**Your task:** Copy each line containing the word "Drive" from the records that follow, please.

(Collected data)
———
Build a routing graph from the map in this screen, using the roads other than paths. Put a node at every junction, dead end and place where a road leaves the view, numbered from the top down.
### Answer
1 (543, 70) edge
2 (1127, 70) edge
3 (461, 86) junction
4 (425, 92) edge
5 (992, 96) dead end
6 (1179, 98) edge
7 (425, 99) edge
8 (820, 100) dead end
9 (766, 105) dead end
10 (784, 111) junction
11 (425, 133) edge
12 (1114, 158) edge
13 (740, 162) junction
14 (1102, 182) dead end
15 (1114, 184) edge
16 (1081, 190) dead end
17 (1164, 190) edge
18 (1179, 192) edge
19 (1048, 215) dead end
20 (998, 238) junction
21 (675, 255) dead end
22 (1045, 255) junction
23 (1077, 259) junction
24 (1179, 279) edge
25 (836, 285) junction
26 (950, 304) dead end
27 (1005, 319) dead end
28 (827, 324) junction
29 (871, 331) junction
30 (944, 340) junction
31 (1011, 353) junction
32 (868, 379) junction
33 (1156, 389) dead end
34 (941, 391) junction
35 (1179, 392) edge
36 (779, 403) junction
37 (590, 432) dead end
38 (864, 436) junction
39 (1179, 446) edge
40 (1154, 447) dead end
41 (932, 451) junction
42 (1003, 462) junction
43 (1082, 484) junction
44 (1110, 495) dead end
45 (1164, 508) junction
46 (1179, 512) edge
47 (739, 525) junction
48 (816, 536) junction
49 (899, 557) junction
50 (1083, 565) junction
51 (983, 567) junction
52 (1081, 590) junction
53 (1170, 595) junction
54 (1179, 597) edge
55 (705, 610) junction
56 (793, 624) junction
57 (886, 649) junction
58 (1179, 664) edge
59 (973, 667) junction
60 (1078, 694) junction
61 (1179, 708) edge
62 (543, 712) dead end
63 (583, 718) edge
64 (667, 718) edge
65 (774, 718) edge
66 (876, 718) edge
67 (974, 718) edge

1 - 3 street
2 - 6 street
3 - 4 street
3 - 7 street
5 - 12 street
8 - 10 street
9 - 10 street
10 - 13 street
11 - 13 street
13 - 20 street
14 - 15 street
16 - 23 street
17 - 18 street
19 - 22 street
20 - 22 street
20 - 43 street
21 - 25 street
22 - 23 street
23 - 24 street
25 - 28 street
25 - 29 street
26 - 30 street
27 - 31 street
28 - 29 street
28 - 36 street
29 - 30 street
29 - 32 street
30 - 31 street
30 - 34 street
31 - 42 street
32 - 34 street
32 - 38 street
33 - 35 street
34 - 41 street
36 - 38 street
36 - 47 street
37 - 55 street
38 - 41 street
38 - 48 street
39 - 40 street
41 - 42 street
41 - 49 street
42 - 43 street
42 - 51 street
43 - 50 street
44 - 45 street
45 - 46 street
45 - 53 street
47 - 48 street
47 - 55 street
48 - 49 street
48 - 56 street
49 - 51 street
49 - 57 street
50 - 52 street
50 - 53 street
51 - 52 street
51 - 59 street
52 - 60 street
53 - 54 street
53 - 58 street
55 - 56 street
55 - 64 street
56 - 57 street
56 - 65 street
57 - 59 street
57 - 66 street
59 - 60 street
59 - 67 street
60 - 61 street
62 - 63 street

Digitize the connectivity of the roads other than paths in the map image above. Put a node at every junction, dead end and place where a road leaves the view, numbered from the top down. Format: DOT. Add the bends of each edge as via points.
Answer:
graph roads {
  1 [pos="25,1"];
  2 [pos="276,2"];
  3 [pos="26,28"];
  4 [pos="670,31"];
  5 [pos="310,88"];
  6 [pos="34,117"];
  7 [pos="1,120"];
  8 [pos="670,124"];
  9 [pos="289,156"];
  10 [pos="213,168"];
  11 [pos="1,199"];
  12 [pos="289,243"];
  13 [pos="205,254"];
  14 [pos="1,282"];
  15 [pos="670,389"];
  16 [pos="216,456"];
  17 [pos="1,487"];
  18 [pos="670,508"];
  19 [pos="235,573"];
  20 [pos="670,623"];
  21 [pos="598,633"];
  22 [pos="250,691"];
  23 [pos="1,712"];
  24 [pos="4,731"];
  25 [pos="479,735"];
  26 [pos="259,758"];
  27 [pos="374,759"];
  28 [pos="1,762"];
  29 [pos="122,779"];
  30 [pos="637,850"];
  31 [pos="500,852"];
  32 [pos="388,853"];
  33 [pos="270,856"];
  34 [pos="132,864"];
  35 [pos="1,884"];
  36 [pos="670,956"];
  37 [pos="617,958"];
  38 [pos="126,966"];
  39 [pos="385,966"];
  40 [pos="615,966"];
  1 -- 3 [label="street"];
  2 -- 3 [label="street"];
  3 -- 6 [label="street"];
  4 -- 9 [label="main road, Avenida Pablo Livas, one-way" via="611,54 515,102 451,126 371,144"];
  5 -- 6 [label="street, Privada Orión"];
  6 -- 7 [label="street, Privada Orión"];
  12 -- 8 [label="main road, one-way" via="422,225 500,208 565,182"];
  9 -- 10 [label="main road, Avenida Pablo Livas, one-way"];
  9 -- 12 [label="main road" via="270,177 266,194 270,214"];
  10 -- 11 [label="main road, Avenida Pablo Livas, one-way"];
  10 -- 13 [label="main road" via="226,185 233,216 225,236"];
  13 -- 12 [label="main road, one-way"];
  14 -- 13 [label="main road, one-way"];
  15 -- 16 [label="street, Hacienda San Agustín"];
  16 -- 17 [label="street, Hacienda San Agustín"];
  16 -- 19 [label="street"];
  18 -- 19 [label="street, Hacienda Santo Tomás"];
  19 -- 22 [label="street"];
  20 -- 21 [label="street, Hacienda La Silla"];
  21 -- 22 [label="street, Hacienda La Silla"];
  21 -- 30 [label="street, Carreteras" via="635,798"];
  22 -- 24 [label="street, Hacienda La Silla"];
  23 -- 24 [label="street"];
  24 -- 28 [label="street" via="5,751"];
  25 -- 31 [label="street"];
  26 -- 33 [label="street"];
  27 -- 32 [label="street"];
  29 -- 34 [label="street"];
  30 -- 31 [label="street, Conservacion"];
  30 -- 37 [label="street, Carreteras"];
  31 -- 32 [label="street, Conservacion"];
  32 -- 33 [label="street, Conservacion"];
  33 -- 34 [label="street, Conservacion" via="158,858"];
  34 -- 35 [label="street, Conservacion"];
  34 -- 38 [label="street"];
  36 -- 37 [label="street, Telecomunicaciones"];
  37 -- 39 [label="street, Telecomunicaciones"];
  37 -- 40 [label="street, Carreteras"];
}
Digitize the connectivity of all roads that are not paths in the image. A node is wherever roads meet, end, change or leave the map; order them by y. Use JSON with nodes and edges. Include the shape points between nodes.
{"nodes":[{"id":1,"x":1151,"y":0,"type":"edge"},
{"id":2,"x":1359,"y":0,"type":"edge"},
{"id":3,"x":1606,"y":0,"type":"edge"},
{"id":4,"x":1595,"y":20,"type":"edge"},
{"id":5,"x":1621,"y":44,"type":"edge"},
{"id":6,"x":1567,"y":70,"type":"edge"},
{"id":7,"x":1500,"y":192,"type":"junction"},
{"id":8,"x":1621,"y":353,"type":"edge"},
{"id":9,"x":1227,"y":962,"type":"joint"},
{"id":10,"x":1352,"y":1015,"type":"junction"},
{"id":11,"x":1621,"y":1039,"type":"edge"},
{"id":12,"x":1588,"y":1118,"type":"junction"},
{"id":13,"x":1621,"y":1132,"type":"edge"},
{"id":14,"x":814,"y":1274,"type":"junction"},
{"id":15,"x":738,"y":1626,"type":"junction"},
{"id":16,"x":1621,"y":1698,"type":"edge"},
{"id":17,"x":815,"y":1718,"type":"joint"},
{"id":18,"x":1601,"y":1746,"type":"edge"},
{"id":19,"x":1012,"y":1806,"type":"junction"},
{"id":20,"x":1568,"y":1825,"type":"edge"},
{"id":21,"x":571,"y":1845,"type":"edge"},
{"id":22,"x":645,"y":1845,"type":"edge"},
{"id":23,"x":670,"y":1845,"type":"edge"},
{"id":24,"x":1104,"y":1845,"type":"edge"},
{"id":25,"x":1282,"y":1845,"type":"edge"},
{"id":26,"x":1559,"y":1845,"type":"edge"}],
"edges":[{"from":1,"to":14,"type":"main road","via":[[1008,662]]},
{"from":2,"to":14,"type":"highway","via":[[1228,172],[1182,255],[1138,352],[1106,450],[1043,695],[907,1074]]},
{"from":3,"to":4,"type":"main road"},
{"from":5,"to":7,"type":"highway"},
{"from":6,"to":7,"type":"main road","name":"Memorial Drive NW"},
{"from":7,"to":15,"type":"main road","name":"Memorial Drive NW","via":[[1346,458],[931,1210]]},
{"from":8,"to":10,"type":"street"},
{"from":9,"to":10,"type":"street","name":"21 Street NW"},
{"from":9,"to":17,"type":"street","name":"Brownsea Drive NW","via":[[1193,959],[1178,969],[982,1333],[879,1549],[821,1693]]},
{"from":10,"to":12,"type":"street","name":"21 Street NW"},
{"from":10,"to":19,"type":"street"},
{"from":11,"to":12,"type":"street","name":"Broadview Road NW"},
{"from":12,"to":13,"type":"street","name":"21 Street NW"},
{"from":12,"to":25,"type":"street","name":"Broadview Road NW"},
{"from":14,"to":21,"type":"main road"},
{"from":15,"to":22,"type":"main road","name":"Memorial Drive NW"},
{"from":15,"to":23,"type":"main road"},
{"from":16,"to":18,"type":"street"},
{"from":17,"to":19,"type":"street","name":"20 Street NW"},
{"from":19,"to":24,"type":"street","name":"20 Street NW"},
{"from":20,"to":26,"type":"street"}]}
———
**Response:**
{"from":6,"to":7,"type":"main road","name":"Memorial Drive NW"},
{"from":7,"to":15,"type":"main road","name":"Memorial Drive NW","via":[[1346,458],[931,1210]]},
{"from":9,"to":17,"type":"street","name":"Brownsea Drive NW","via":[[1193,959],[1178,969],[982,1333],[879,1549],[821,1693]]},
{"from":15,"to":22,"type":"main road","name":"Memorial Drive NW"},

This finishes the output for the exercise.